La reciente campaña electoral en el Perú ha develado una vez más las grietas éticas y paradojas de nuestra memoria colectiva, desde las cuales construimos nuestro sentido de nación y afirmamos nuestra identidad ciudadana.
El nuevo escenario político es éticamente interpelante. El fujimorismo no solo estuvo a punto de asumir la administración gubernamental, sino que ha logrado obtener 71 representantes para el nuevo parlamento peruano. Quienes venimos trabajando desde hace ya varios años en esfuerzos educativos promoviendo la democracia y creando conciencia en torno a la construcción de una sociedad que desprecie el autoritarismo, es no solo preocupante sino interpelante en términos de la afirmación de nuestra aun débil democracia.
En ese sentido, el proceso electoral puso en juego no solo nuestra estabilidad política como sociedad democrática, sino también la afirmación o anulación de nuestra memoria colectiva.
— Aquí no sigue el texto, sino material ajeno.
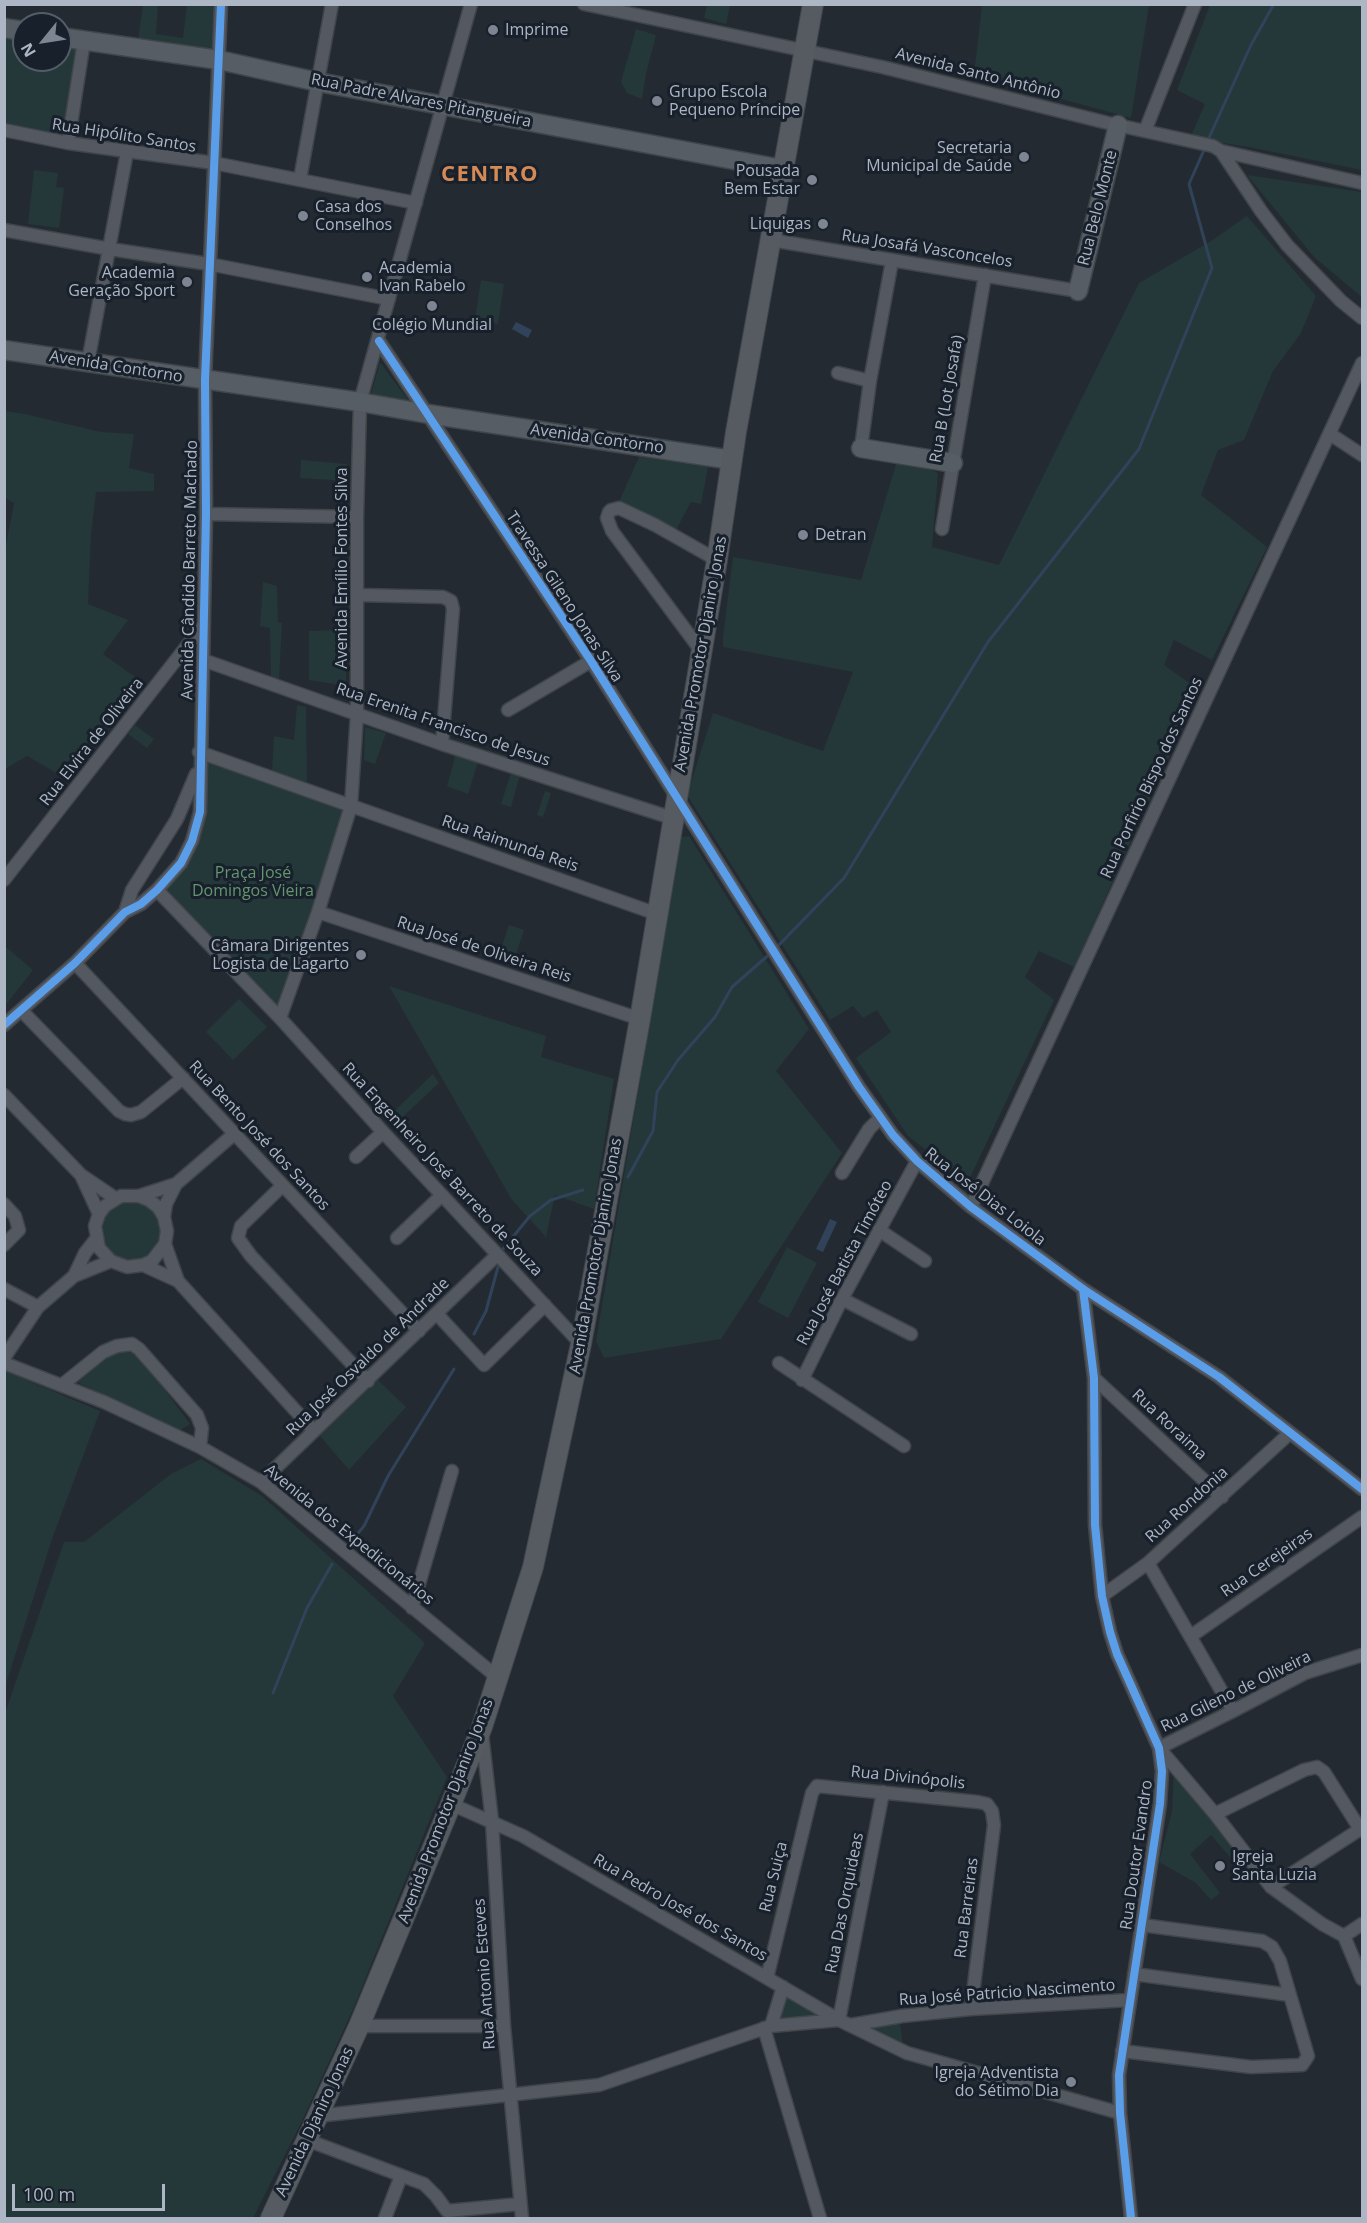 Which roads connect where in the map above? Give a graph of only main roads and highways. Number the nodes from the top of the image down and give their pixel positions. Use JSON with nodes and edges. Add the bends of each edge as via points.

Pero, al mismo tiempo, es importante mencionar que se abre una luz de esperanza porque al final de la jornada electoral, se logró algo inimaginable. En las marchas ciudadanas, los medios de comunicación y particularmente en las redes sociales, apreciamos la reactivación do una potente voz ciudadana, liderada especialmente por jóvenes, ciudadanos contestatarios que se resisten a voltear la página y a aceptar que vuelvan a apropiarse del poder aquellos que destruyeron los cimientos éticos del país, aquellos que en nombre de una mal entendida estrategia de pacificación, hicieron de la violación de los derechos humanos una práctica consentida y legitimada.
La movilización de decenas de miles de indignados, en casi todas las regiones del país, convirtieron la campaña electoral en una contienda que hizo que no se redujera a la lucha de dos candidatos por alcanzar la presidencia del país. La campaña -trasladada a los escenarios públicos no tradicionales, allí donde las voces ciudadanas se expresan más allá de los discursos y los debates políticos tradicionales -tuvo un giro político alentador.
Se trató, en primer lugar, de una gran cruzada nacional para impedir que el modelo autoritario y legitimador del atropello se enquistara nuevamente en el Estado. Por ello, el grito de “dictadura nunca más” o “democracia si, dictadura no” se convirtieron no solo en frases pronunciadas en el calor de la movilización. Se convirtió en un sentimiento ético que clamaba por una sociedad sostenida sobre cimientos de verdad y justicia.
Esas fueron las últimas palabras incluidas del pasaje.